[WHAT NEEDS TO BE DONE]: Using the data below, return all lines in which "nodes" appears.

[Stored data entries]:
__________________________________________________
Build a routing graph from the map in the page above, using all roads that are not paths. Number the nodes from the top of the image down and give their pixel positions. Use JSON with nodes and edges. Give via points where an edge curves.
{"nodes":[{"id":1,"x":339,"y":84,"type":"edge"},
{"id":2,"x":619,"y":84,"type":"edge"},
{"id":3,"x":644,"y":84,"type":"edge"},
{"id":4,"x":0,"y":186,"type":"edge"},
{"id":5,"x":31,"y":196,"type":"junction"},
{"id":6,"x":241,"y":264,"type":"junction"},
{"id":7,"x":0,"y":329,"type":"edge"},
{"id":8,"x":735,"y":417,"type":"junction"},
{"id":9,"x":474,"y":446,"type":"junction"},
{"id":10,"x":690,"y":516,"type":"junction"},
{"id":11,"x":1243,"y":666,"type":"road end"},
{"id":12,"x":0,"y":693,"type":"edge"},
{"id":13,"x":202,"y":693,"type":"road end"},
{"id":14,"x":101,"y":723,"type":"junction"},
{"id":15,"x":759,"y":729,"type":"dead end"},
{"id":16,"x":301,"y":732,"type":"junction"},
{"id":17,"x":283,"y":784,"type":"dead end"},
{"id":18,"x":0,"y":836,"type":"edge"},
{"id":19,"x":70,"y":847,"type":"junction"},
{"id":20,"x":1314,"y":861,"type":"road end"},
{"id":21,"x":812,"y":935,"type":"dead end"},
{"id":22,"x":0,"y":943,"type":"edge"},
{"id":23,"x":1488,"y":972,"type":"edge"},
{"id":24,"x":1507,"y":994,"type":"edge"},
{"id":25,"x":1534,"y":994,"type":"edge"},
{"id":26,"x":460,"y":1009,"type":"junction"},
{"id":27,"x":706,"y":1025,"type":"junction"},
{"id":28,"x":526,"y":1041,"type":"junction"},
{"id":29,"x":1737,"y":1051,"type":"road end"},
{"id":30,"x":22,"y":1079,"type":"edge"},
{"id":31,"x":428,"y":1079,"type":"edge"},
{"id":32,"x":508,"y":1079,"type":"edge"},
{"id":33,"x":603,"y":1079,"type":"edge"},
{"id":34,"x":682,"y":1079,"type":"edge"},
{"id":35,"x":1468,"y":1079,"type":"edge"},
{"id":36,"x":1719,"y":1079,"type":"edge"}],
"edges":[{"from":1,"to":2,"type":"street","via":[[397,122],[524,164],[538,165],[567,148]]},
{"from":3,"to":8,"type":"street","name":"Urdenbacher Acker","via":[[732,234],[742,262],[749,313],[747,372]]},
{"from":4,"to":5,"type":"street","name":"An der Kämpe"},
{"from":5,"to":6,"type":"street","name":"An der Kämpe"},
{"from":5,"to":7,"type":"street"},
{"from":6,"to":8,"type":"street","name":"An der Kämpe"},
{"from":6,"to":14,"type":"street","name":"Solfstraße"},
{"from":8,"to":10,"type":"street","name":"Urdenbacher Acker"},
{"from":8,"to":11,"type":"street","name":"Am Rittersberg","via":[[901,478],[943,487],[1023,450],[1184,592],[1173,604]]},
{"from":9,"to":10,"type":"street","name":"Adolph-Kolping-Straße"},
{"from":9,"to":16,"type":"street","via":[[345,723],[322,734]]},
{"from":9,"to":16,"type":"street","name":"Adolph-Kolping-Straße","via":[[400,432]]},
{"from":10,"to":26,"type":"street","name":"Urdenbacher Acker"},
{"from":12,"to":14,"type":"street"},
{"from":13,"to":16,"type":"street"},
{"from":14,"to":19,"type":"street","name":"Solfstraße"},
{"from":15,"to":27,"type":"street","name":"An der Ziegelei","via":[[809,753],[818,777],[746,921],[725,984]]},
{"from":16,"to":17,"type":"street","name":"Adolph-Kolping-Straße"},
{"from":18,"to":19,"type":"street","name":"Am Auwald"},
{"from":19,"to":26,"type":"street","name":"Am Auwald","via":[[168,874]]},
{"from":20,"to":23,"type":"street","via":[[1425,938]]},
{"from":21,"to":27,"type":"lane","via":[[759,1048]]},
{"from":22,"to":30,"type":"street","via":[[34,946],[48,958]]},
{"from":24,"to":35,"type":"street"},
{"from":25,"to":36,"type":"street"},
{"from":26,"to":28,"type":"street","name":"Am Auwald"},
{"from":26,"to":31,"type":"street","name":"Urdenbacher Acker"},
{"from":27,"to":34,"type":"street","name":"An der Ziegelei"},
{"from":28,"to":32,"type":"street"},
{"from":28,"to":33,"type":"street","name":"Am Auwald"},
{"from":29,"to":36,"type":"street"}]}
__________________________________________________
[TASK OUTPUT]:
Build a routing graph from the map in the page above, using all roads that are not paths. Number the nodes from the top of the image down and give their pixel positions. Use JSON with nodes and edges. Give via points where an edge curves.
{"nodes":[{"id":1,"x":339,"y":84,"type":"edge"},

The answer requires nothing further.